- What you are asked to do -
Pick every line out of the entries below that has the string "MĀRA", and copy it.

[Saved entries]
=-=-=-=-=
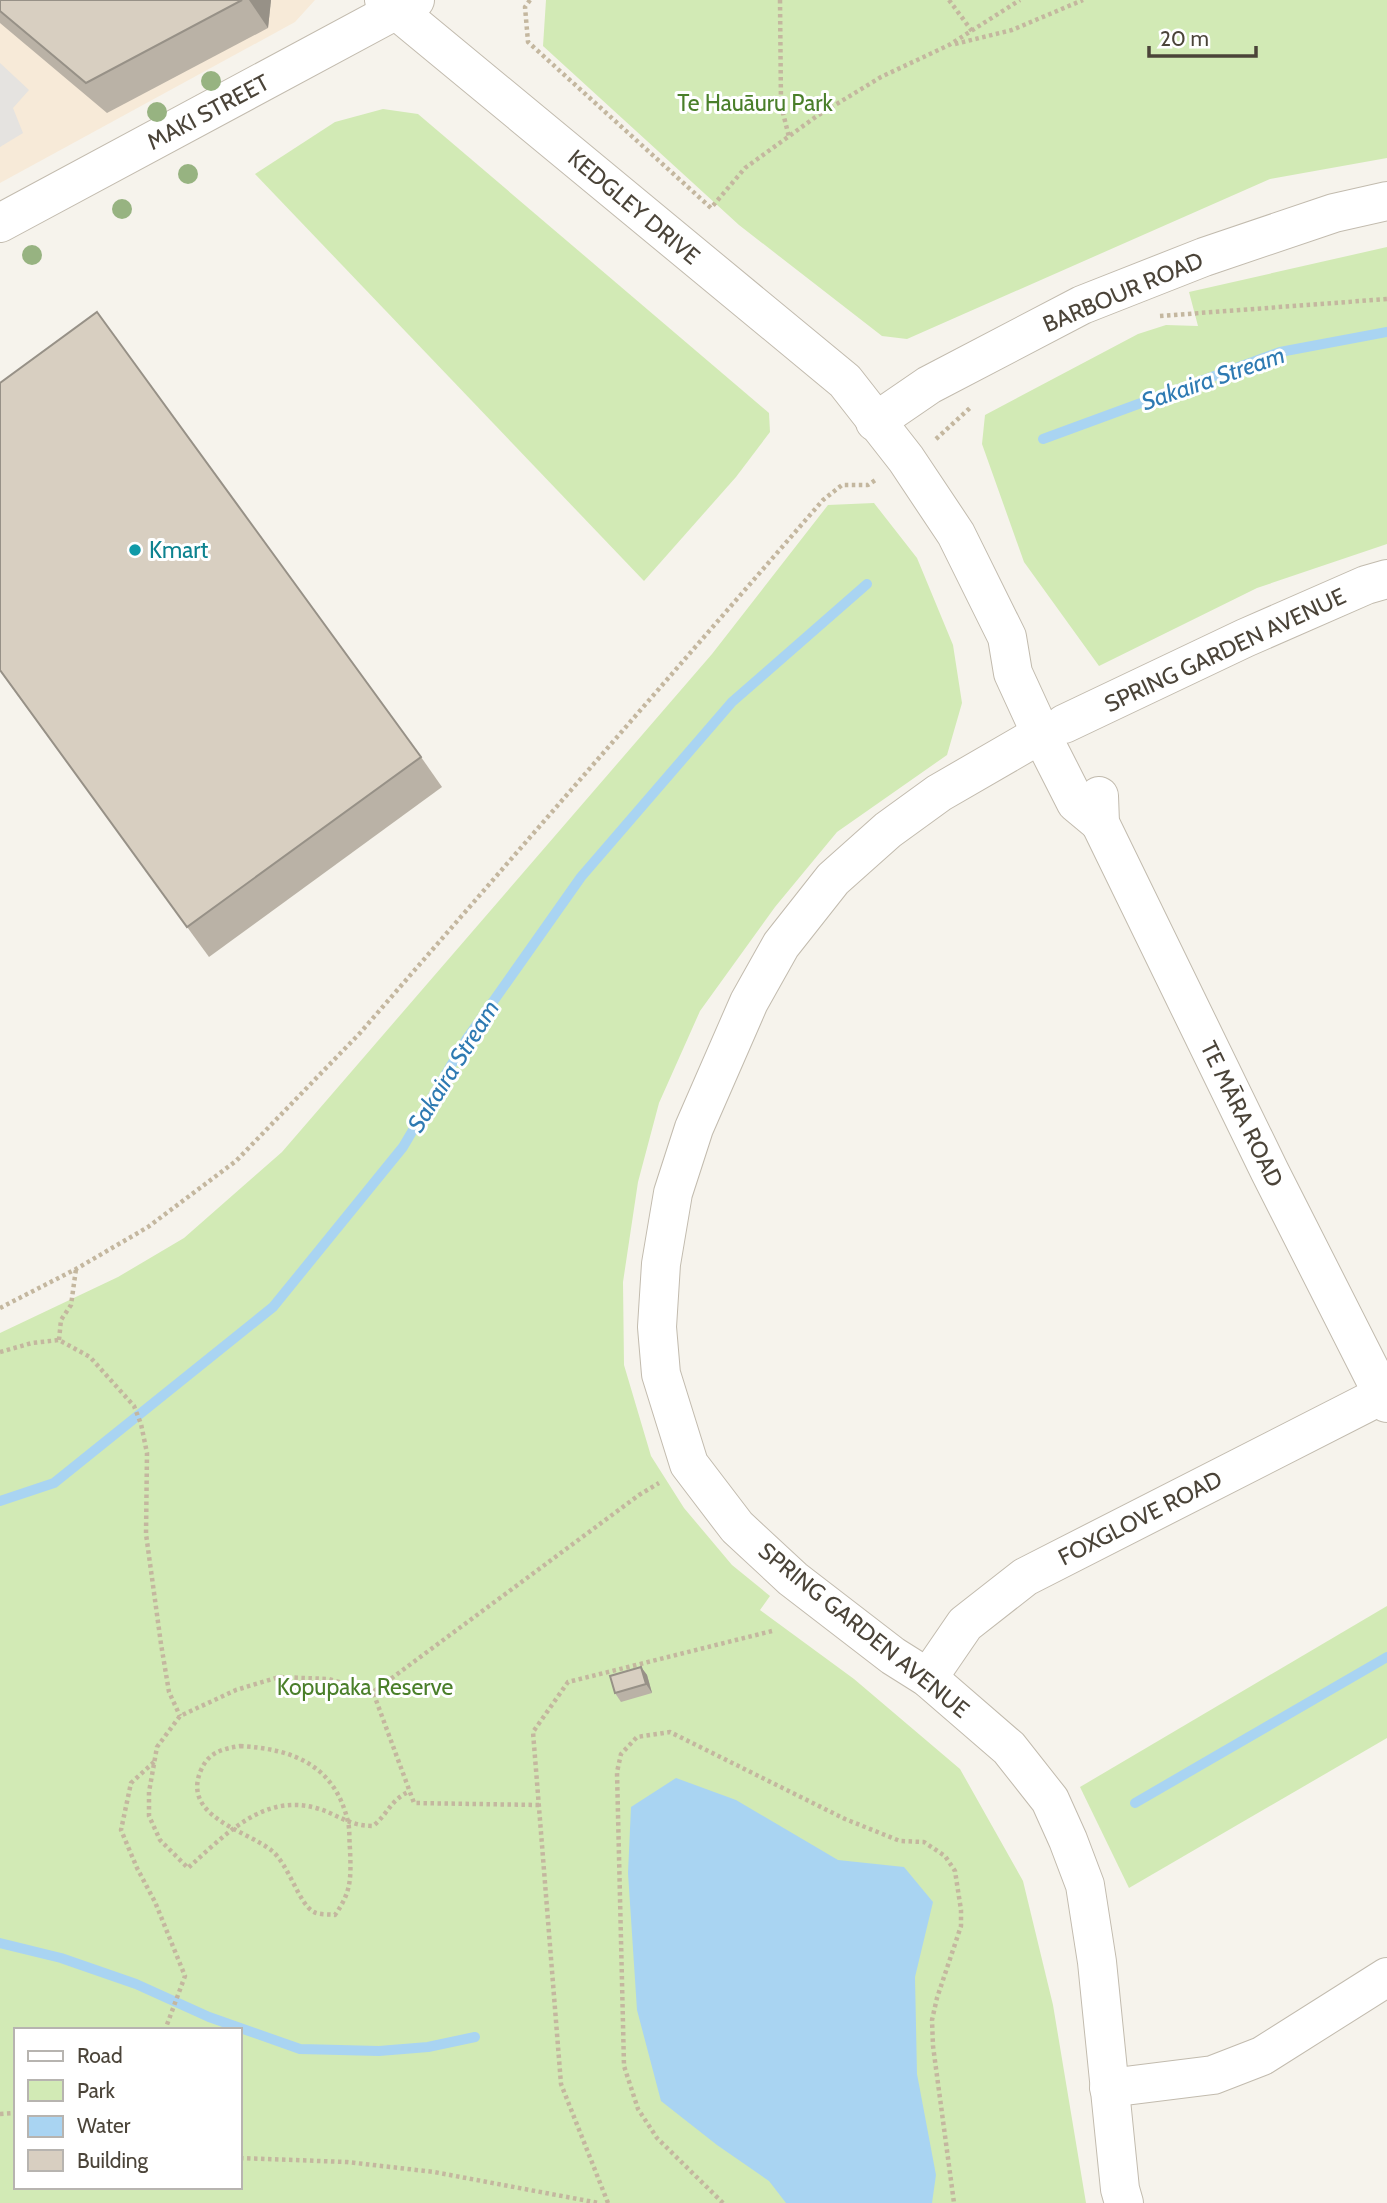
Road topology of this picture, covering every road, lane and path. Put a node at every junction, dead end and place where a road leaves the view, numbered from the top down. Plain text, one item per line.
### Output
1 (530, 0) edge
2 (780, 0) edge
3 (949, 0) edge
4 (1020, 0) edge
5 (1083, 0) edge
6 (1070, 3) edge
7 (399, 4) edge
8 (972, 30) junction
9 (948, 45) junction
10 (789, 137) junction
11 (1387, 201) edge
12 (0, 223) edge
13 (1387, 299) edge
14 (1150, 319) dead end
15 (976, 400) dead end
16 (875, 422) junction
17 (944, 433) dead end
18 (877, 480) dead end
19 (1387, 579) edge
20 (1052, 729) junction
21 (75, 1269) junction
22 (0, 1308) edge
23 (59, 1340) junction
24 (0, 1352) edge
25 (1385, 1399) edge
26 (662, 1481) dead end
27 (772, 1631) dead end
28 (928, 1678) junction
29 (373, 1692) junction
30 (180, 1716) junction
31 (155, 1761) junction
32 (410, 1791) junction
33 (539, 1805) junction
34 (348, 1823) junction
35 (233, 1829) junction
36 (1387, 1977) edge
37 (166, 2028) edge
38 (1109, 2088) junction
39 (242, 2158) edge
40 (599, 2203) edge
41 (608, 2203) edge
42 (723, 2203) edge
43 (954, 2203) edge
44 (1124, 2203) edge

1 - 10 path
2 - 10 path
3 - 8 path
4 - 8 path
5 - 6 path
6 - 9 path
7 - 12 street, MAKI STREET
7 - 16 street, KEDGLEY DRIVE
8 - 9 path
9 - 10 path
11 - 16 street, BARBOUR ROAD
13 - 14 path
15 - 17 path
16 - 20 street, TE MĀRA ROAD
18 - 21 path
19 - 20 street, SPRING GARDEN AVENUE
20 - 25 street, TE MĀRA ROAD
20 - 28 street, SPRING GARDEN AVENUE
21 - 22 path
21 - 23 path
23 - 24 path
23 - 30 path
25 - 28 street, FOXGLOVE ROAD
26 - 29 path
27 - 33 path
28 - 38 street, SPRING GARDEN AVENUE
29 - 30 path
29 - 32 path
30 - 31 path
31 - 35 path
31 - 37 path
32 - 33 path
32 - 34 path
33 - 41 path
34 - 35 path
34 - 35 path
34 - 35 path
36 - 38 street
38 - 44 street, SPRING GARDEN AVENUE
39 - 40 path
42 - 43 path

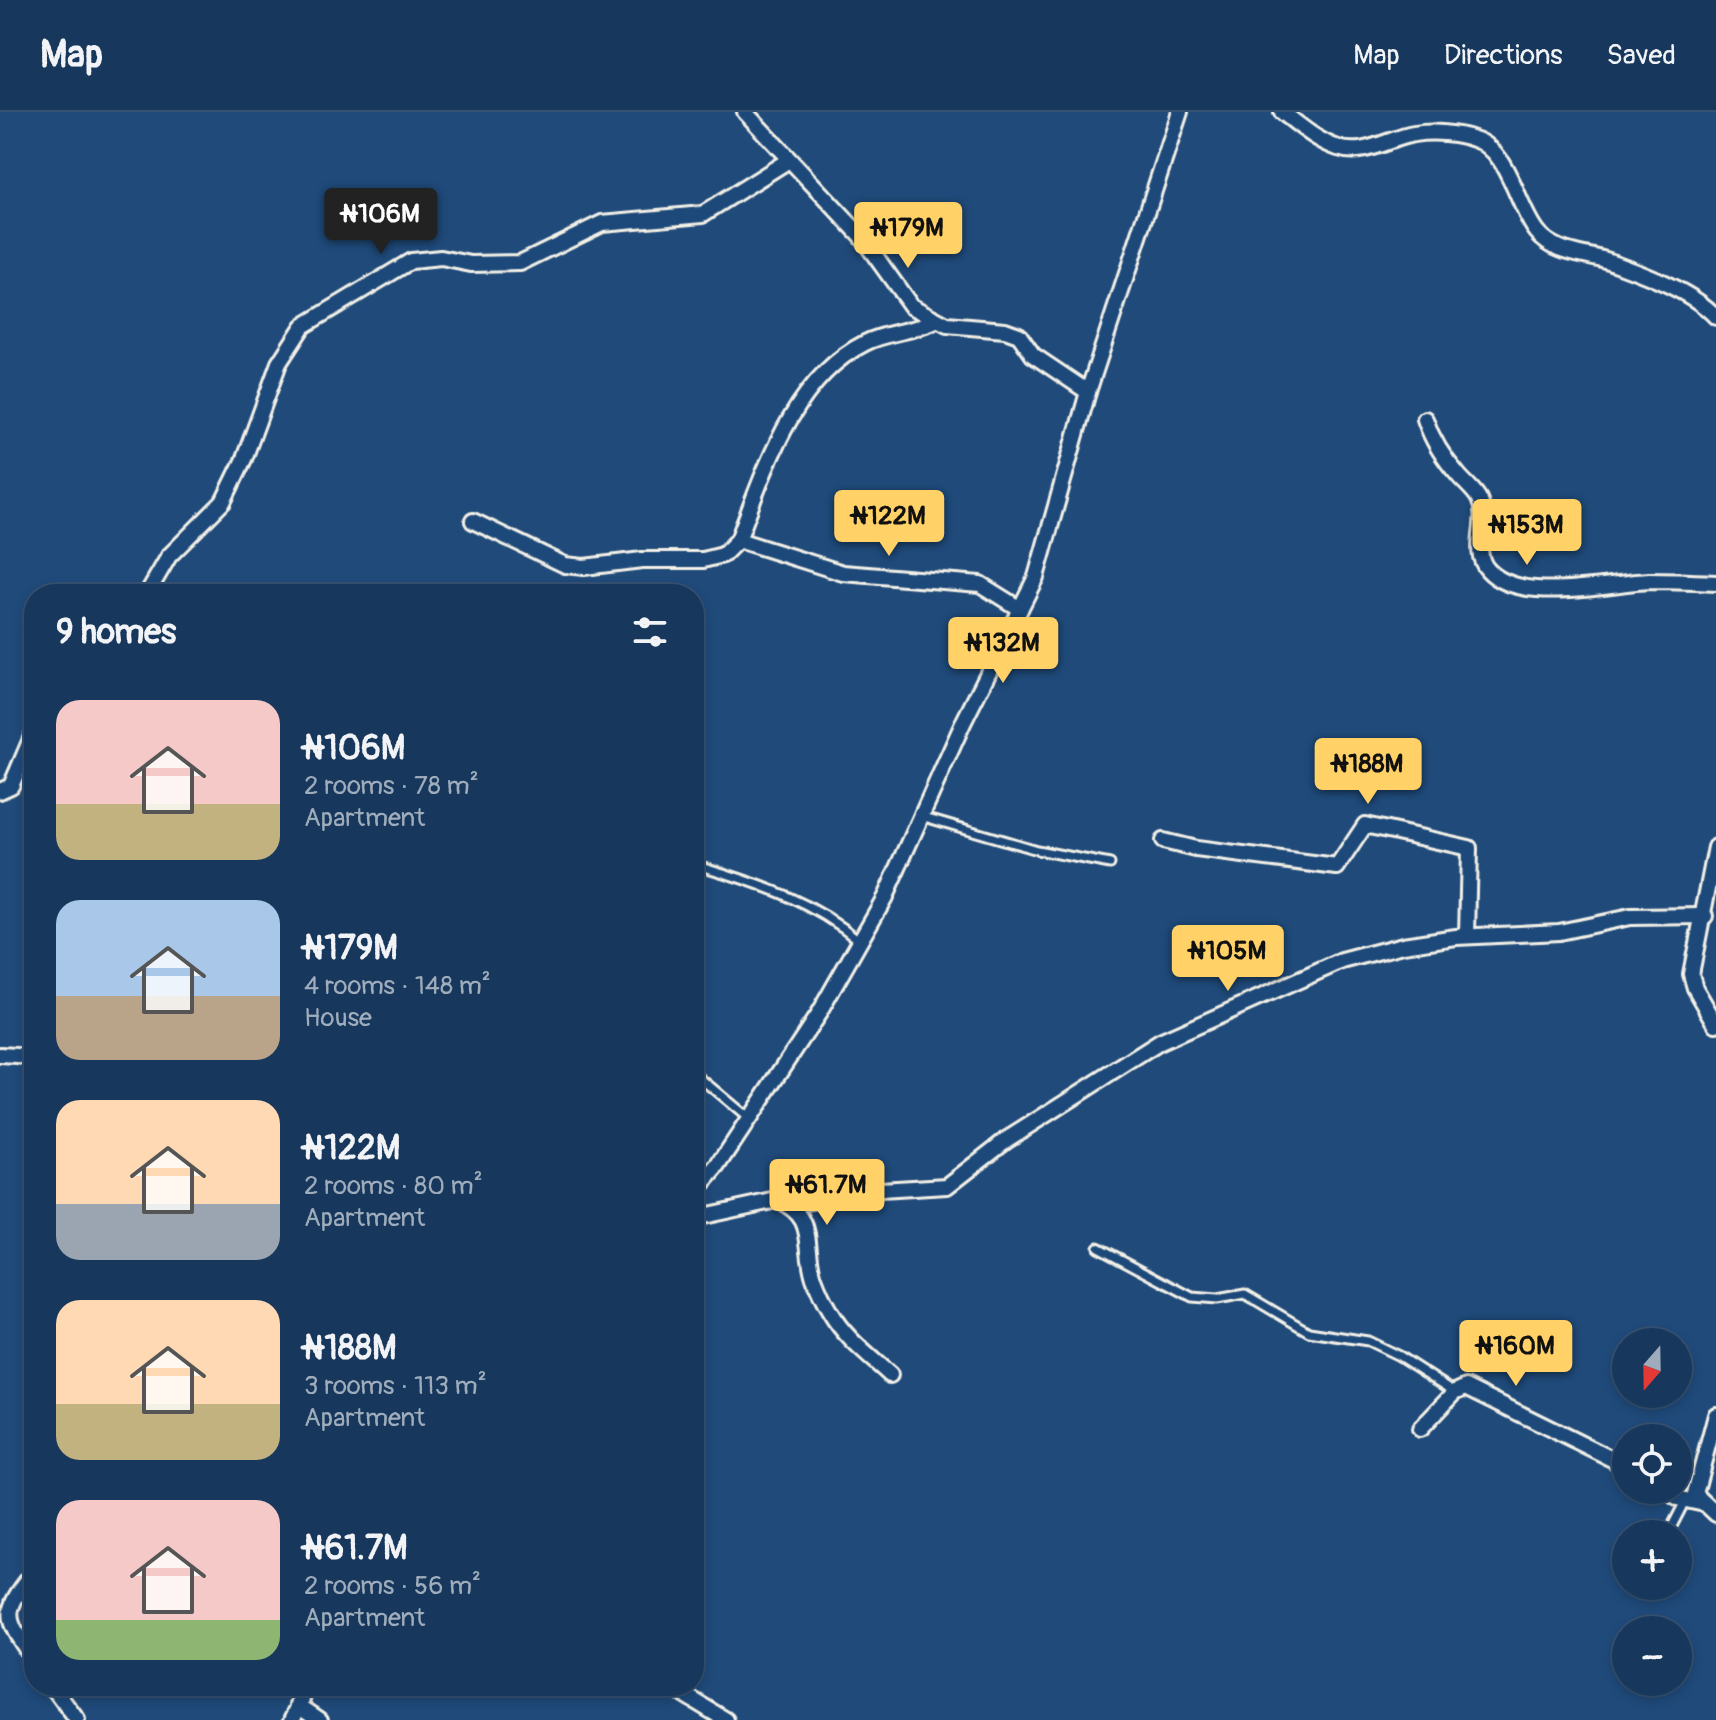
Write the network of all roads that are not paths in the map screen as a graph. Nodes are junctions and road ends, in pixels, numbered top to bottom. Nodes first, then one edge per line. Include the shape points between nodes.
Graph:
1 (745, 112) edge
2 (1180, 112) edge
3 (1282, 112) edge
4 (789, 160) junction
5 (1716, 317) edge
6 (936, 321) junction
7 (1088, 392) junction
8 (1425, 419) dead end
9 (473, 521) dead end
10 (738, 540) junction
11 (1716, 583) edge
12 (153, 584) edge
13 (1020, 609) junction
14 (24, 755) edge
15 (0, 791) edge
16 (921, 816) junction
17 (1163, 841) dead end
18 (1716, 847) edge
19 (1110, 864) dead end
20 (704, 867) edge
21 (1705, 916) junction
22 (1467, 936) junction
23 (860, 941) junction
24 (1716, 1024) edge
25 (0, 1055) edge
26 (24, 1056) edge
27 (704, 1081) edge
28 (749, 1119) junction
29 (704, 1180) edge
30 (789, 1205) junction
31 (704, 1216) edge
32 (1098, 1247) dead end
33 (890, 1375) dead end
34 (1455, 1392) junction
35 (1716, 1415) edge
36 (1420, 1429) dead end
37 (1612, 1459) edge
38 (1692, 1502) edge
39 (1700, 1503) junction
40 (1716, 1514) edge
41 (24, 1584) edge
42 (24, 1646) edge
43 (59, 1696) edge
44 (303, 1696) edge
45 (686, 1696) edge
46 (298, 1705) junction
47 (77, 1720) edge
48 (292, 1720) edge
49 (320, 1720) edge
50 (726, 1720) edge

1 - 4 street
2 - 7 street
3 - 5 street via 1339,149 1353,151 1415,134 1452,134 1486,144 1548,243 1655,281
4 - 6 street via 861,236 911,306
4 - 12 street via 703,214 602,223 520,263 411,261 314,319 293,338 279,363 223,502 169,556
6 - 7 street via 1019,335 1033,355
6 - 10 street via 866,343 812,386 794,410
7 - 13 street via 1036,577
8 - 11 street via 1441,452 1479,499 1481,559 1503,580 1563,589 1646,581
9 - 10 street via 565,565 584,567 703,560 723,555
10 - 13 street via 843,573 980,584
13 - 16 street
14 - 15 street via 11,786
16 - 19 lane via 1037,850
16 - 23 street
17 - 22 street via 1337,867 1365,825 1469,848
18 - 21 street
20 - 23 lane via 793,897
21 - 22 street via 1630,917 1559,932
21 - 24 street via 1691,974
22 - 30 street via 1342,961 1160,1042 1018,1132 947,1186 880,1190
23 - 28 street
25 - 26 street
27 - 28 lane
28 - 29 street
30 - 31 street via 777,1200
30 - 33 street via 808,1228 814,1278 830,1311 844,1334
32 - 34 lane via 1192,1297 1245,1294 1309,1332 1368,1341
34 - 36 street
34 - 37 street via 1466,1387
35 - 39 street via 1696,1482
38 - 39 street
39 - 40 street
41 - 42 street via 7,1613
43 - 47 street
44 - 46 street
45 - 50 street
46 - 48 street
46 - 49 street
=-=-=-=-=
- Task solution -
16 - 20 street, TE MĀRA ROAD
20 - 25 street, TE MĀRA ROAD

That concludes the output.